Background. Identification of the Th17 T cell subset as important mediators of host defense and pathology prompted us to determine their susceptibility to human immuno-deficiency virus (HIV) infection.

Methods and results. We found that a sizeable portion of Th17 cells express HIV coreceptor CCR5 and produce very low levels of CCR5 ligands macrophage inflammatory protein (MIP)-1αand MIP-1β. Accordingly, CCR5⁺Th17 cells were efficiently infected with CCR5-tropic HIV and were depleted during viral replication in vitro. Remarkably, HIV-infected individuals receiving treatment had significantly reduced Th17 cell counts, compared with HIV-uninfected subjects, regardless of viral load or CD4 cell count, whereas treatment-naive subjects had normal levels. However, there was a preferential reduction in CCR5⁺T cells that were also CCR6 positive, which is expressed on all Th17 cells, compared with CCR6⁻CCR5⁺cells, in both treated and untreated HIV-infected subjects.

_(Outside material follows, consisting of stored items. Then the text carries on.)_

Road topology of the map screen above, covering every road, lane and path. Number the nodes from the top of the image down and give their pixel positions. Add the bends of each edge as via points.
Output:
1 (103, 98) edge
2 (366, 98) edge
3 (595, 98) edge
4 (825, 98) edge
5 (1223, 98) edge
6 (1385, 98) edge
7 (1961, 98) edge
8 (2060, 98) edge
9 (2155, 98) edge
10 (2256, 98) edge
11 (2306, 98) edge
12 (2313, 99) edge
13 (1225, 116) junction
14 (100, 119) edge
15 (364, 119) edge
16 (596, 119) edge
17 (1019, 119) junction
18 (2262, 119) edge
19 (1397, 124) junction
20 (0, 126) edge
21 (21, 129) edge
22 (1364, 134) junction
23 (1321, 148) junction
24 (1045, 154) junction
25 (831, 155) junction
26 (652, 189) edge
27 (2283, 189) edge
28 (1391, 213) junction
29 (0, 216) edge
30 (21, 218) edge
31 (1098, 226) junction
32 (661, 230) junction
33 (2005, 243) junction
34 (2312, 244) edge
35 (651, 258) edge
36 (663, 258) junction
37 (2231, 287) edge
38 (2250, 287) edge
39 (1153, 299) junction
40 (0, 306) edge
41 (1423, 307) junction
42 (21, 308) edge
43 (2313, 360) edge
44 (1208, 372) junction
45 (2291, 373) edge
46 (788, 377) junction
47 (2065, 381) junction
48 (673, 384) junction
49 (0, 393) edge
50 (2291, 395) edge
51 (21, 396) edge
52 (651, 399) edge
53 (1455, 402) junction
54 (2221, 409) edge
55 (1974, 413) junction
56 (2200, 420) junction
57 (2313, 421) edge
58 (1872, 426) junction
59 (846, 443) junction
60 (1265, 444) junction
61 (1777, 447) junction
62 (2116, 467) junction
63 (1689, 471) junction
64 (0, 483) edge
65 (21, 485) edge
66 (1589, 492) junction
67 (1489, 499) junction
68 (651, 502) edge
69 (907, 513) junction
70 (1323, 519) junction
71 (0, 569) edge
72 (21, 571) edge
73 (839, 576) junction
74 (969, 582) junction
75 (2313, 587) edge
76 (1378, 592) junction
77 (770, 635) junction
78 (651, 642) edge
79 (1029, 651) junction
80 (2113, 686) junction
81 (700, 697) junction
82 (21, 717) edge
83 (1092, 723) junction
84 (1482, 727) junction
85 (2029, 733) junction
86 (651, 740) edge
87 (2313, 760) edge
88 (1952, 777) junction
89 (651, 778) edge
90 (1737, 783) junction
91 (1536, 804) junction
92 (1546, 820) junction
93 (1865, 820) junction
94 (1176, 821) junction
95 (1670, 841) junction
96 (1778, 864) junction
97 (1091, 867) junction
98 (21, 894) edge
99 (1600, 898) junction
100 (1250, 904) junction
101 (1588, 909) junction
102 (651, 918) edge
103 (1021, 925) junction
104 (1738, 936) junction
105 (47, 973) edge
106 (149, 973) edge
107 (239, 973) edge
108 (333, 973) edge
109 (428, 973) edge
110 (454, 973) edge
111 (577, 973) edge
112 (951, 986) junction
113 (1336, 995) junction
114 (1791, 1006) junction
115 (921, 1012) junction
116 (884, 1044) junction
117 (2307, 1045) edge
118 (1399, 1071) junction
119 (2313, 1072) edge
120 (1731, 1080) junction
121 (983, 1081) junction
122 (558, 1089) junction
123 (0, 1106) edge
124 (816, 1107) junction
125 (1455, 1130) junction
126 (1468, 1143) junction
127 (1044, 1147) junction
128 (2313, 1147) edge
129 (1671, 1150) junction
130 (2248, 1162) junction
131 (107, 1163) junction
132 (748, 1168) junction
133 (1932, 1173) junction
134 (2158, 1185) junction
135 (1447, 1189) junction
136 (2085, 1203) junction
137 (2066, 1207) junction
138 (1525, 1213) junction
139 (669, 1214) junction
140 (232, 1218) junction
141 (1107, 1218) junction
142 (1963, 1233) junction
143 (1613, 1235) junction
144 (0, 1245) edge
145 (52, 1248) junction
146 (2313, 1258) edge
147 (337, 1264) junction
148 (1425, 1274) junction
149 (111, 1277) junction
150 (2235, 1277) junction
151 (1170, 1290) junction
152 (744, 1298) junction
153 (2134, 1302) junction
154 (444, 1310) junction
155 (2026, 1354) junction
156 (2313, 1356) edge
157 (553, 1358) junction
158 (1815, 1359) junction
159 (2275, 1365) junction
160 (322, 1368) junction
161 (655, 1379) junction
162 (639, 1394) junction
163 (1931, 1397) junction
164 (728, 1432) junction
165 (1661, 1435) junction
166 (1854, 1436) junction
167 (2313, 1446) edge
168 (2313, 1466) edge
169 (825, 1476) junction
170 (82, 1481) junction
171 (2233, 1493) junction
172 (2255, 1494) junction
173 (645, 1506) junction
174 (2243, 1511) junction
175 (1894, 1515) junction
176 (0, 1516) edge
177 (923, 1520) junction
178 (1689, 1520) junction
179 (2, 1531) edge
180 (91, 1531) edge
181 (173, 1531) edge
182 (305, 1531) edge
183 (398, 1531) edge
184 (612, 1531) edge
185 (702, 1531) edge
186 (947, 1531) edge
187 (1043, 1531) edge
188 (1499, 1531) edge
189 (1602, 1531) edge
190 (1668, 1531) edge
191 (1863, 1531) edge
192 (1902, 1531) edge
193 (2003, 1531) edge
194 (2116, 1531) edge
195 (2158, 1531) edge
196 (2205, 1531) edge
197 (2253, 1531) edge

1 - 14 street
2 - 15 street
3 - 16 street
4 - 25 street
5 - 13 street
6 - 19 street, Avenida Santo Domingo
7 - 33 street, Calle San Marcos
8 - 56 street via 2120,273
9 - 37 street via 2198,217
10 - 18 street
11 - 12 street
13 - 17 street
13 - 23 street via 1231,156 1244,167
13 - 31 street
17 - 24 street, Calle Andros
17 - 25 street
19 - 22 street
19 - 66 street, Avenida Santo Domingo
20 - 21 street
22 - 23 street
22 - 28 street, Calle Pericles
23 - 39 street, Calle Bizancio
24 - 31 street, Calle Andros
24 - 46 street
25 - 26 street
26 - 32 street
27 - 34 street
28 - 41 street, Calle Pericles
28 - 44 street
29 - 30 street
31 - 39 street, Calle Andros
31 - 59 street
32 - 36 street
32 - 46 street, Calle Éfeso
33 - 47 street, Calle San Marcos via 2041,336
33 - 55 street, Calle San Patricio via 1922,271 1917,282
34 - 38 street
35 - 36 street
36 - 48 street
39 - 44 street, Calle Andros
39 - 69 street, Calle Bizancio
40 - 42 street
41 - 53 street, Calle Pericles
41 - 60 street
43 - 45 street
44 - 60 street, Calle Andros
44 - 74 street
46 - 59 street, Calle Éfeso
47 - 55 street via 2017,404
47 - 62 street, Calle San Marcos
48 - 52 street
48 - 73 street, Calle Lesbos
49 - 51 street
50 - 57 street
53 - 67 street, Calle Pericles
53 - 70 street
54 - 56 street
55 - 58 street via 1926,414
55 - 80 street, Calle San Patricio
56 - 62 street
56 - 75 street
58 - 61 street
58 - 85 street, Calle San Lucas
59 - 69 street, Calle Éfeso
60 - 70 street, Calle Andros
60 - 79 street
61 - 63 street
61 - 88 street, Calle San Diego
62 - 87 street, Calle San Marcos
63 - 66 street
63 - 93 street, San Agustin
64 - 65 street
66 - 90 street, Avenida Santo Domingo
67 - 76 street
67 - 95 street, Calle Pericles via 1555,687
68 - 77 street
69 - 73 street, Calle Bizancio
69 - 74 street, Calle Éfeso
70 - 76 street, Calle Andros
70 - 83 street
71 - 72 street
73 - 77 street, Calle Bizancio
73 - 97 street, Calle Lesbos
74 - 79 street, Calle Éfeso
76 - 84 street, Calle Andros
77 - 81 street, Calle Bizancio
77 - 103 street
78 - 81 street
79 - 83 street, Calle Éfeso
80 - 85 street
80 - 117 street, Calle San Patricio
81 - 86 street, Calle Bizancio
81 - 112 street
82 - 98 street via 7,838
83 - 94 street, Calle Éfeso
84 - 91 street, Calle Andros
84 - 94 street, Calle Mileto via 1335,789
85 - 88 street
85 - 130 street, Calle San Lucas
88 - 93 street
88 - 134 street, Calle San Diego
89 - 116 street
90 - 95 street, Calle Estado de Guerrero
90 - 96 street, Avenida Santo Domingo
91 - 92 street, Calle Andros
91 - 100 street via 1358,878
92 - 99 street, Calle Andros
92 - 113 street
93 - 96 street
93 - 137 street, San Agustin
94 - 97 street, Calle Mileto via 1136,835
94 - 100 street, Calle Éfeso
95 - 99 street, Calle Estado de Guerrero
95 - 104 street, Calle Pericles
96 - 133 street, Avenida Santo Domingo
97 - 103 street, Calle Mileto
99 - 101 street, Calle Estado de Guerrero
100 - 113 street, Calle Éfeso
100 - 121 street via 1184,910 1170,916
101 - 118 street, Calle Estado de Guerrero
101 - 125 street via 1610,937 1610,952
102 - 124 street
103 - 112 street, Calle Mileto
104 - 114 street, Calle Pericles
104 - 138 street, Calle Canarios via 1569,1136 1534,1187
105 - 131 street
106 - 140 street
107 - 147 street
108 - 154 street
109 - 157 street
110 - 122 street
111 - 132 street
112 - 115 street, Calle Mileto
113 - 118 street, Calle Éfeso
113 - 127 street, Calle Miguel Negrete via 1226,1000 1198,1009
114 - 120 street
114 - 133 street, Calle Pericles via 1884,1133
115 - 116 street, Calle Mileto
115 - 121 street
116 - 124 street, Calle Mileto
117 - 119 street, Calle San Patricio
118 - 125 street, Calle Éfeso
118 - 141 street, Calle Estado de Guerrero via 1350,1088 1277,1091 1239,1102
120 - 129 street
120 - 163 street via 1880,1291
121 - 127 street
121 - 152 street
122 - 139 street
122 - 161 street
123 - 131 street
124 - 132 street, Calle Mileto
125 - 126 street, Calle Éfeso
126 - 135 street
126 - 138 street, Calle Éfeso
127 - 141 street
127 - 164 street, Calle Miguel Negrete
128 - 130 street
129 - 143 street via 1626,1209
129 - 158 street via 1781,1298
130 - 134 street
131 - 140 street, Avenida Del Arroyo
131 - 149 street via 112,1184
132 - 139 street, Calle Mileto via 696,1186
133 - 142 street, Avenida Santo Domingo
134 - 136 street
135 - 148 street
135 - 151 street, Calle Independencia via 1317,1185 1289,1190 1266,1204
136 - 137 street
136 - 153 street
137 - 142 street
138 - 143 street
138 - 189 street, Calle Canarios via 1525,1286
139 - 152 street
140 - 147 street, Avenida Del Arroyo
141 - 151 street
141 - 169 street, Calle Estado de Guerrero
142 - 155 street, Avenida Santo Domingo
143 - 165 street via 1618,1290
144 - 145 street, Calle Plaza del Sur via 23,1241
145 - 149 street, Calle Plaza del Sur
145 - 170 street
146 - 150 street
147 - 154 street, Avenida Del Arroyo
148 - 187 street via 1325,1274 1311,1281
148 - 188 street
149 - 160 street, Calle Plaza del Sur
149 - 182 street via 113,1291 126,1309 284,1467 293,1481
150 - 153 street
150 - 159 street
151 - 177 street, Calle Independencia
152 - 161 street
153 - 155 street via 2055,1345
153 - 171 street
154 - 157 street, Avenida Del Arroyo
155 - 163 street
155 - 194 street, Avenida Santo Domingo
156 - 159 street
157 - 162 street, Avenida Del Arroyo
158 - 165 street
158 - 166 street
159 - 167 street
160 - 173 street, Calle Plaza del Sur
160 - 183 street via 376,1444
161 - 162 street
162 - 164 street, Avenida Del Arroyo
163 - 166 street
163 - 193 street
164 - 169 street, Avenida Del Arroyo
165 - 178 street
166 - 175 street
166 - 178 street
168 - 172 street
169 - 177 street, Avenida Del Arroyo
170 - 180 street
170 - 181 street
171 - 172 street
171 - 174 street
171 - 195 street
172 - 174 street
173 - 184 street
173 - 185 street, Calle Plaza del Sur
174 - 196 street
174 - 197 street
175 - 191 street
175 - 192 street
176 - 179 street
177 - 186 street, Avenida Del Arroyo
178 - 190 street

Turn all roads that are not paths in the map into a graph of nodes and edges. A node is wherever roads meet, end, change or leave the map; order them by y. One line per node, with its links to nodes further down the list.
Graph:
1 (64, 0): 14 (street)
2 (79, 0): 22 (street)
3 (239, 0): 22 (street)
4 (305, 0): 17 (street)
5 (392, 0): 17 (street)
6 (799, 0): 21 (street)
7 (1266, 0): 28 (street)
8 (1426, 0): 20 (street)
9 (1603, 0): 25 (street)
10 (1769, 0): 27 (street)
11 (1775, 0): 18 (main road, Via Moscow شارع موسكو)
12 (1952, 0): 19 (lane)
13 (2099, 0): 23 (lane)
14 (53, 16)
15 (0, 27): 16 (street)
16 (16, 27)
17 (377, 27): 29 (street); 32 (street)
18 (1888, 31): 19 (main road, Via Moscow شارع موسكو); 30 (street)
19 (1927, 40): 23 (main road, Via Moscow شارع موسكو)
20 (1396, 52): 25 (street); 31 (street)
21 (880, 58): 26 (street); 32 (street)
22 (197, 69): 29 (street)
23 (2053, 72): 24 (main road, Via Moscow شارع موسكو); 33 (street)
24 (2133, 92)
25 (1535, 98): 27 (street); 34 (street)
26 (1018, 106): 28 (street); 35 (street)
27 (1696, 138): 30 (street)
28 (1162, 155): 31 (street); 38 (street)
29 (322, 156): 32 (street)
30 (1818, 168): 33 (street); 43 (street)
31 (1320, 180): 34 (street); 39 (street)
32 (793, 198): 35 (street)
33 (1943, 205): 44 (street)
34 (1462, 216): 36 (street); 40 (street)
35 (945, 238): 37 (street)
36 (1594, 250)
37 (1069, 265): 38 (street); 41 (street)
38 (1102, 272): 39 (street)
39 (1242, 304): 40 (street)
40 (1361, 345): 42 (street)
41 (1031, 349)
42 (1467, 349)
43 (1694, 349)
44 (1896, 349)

This observation suggests preferential targeting of CCR6⁺CCR5⁺Th17 cells by CCR5-tropic viruses in vivo. Th17 cell levels also inversely correlated with activated CD4⁺T cells in HIV-infected individuals who are receiving treatment.

Conclusions. Our findings suggest a complex perturbation of Th17 subsets during the course of HIV disease potentially through both direct viral infection and virus indirect mechanisms, such as immune activation.